In Vitro-In Vivo Correlation Evaluation of Generic Alfuzosin Modified Release Tablets

Environmental and Analytical Chemistry Division, School of Advanced Sciences, VIT University, Vellore 632014, India

Received 1 September 2012; Accepted 3 October 2012

Academic Editors: A. I. Haza, Y. C. Hseu, and J. V. Rogers

Copyright © 2012 Utpal Kumar Sanki and Badal Kumar Mandal. This is an open access article distributed under the Creative Commons Attribution License, which permits unrestricted use, distribution, and reproduction in any medium, provided the original work is properly cited.

Abstract

Alfuzosin, a selective alpha-1a antagonistis is the most recently approved AARAS, with limited cardiac toxicity and exclusively used for lower urinary tract syndromes (LUTS).
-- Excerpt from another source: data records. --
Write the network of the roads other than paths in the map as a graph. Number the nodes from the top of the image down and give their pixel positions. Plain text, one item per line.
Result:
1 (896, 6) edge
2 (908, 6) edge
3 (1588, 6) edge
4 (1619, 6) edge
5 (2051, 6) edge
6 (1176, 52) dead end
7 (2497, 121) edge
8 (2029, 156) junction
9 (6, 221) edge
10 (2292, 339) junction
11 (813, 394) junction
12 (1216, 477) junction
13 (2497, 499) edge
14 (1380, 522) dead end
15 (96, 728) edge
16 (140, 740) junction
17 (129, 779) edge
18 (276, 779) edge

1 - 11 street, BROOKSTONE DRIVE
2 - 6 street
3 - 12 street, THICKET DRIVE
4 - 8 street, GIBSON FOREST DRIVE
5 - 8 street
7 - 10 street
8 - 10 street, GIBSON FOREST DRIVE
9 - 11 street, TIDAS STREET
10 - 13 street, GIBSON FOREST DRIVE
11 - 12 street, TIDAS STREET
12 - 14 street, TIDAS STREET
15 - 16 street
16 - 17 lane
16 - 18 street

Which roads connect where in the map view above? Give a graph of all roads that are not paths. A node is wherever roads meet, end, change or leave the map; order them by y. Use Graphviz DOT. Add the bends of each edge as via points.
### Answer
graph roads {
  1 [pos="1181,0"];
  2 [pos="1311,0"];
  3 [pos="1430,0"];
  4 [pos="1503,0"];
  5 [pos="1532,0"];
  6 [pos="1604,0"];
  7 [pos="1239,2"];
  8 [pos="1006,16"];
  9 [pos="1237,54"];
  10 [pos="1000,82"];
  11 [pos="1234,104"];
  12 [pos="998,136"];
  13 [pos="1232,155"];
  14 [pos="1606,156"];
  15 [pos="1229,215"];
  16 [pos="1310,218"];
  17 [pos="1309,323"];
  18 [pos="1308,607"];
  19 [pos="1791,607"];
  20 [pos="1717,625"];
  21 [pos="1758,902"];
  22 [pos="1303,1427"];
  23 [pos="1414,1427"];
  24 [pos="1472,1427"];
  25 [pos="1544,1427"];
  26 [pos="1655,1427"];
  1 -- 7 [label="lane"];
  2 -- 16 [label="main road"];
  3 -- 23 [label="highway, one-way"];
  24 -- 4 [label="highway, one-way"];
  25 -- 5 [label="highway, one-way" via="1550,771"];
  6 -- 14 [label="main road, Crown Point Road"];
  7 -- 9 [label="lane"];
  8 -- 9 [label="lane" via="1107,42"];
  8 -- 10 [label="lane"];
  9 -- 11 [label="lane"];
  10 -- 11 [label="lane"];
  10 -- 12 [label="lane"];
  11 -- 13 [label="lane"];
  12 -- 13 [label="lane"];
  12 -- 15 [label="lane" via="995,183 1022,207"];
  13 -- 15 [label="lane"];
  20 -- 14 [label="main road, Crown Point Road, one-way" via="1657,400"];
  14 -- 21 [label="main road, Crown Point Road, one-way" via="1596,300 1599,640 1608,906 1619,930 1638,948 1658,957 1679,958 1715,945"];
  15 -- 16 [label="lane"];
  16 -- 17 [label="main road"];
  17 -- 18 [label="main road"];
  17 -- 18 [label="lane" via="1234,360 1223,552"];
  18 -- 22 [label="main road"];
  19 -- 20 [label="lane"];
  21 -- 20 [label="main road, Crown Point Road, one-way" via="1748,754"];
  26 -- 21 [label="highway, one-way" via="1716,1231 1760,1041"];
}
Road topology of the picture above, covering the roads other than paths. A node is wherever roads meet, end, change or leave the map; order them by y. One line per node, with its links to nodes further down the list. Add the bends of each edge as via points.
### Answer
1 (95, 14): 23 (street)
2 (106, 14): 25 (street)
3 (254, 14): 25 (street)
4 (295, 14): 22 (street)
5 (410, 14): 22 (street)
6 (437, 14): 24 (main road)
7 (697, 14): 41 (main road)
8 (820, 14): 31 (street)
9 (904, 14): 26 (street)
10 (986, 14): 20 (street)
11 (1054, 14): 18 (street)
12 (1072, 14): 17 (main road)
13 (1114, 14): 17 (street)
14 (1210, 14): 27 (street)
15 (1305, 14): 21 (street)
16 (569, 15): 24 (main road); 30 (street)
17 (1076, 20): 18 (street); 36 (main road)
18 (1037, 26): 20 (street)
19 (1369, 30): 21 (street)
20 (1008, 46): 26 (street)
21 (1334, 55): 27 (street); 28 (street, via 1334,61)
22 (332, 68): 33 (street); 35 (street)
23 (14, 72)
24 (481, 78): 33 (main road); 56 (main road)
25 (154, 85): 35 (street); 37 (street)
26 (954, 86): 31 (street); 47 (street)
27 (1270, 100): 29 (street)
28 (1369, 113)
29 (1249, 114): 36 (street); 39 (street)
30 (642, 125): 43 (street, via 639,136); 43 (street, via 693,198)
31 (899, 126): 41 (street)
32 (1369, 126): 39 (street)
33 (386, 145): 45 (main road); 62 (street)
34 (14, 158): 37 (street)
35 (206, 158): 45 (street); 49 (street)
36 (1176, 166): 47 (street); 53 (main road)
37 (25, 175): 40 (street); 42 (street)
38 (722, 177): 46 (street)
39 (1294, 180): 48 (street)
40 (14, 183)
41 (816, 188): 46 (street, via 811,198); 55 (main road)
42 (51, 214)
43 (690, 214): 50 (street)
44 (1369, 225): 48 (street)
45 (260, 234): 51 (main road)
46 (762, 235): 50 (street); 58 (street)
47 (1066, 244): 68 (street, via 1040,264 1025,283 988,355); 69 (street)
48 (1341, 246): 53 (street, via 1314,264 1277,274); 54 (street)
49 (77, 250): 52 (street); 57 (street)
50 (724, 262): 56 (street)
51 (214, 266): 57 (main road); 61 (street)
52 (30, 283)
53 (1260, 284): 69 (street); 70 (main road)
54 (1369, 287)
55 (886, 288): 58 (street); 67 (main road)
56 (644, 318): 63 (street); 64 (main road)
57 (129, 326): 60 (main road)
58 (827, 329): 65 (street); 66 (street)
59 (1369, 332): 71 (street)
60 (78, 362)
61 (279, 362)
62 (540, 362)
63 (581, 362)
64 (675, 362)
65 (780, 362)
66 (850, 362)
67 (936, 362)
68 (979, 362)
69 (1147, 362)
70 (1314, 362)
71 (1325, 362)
In order to reduce pill burden and better patient compliance modified release (MR) formulations have been developed. Alfuzosin MR tablet was developed by the use of hot-melt granulation techniques using mono- and diglycerides as rate controlling membranes to minimize health care cost and uses of costly excipients. The other purpose of the study was to evaluate in vitro-in vivo performance of the scale up batch in healthy human subjects for commercialization. The blend uniformity (mean ± RSD%), assay, cumulative percent dissolution at 24 h, hardness, and friability of the biobatch were 100.2 ± 0.05%, 100.43 ± 0.023%, 93.98%, 4.5 kg, 5 min, and 0.08%, respectively. The in vivo pharmacokinetic parameters under fasting conditions between test and reference formulations (Uroxatral 10 mg extended release tablets) were comparable. The 90% CI, geometric mean ratio (%) and power of , AUCT, and AUCI of the fasting study for the test and reference formulation were 99.03% to 122.78%, 109%, 0.998; 92.94% to 116.71%, 104%, 1; 98.17% to 124.01%, 110% 1, respectively. The scale up biobatch showed negligible difference in in vitro properties with respect to the pilot batch. The formulation developed with these agents was safe to use as there were no serious adverse events developed during the conduction of the clinical trial on the healthy subjects. Furthermore, the developed formulation was bioequivalent with respect to rate and extends of absorption to the reference formulation.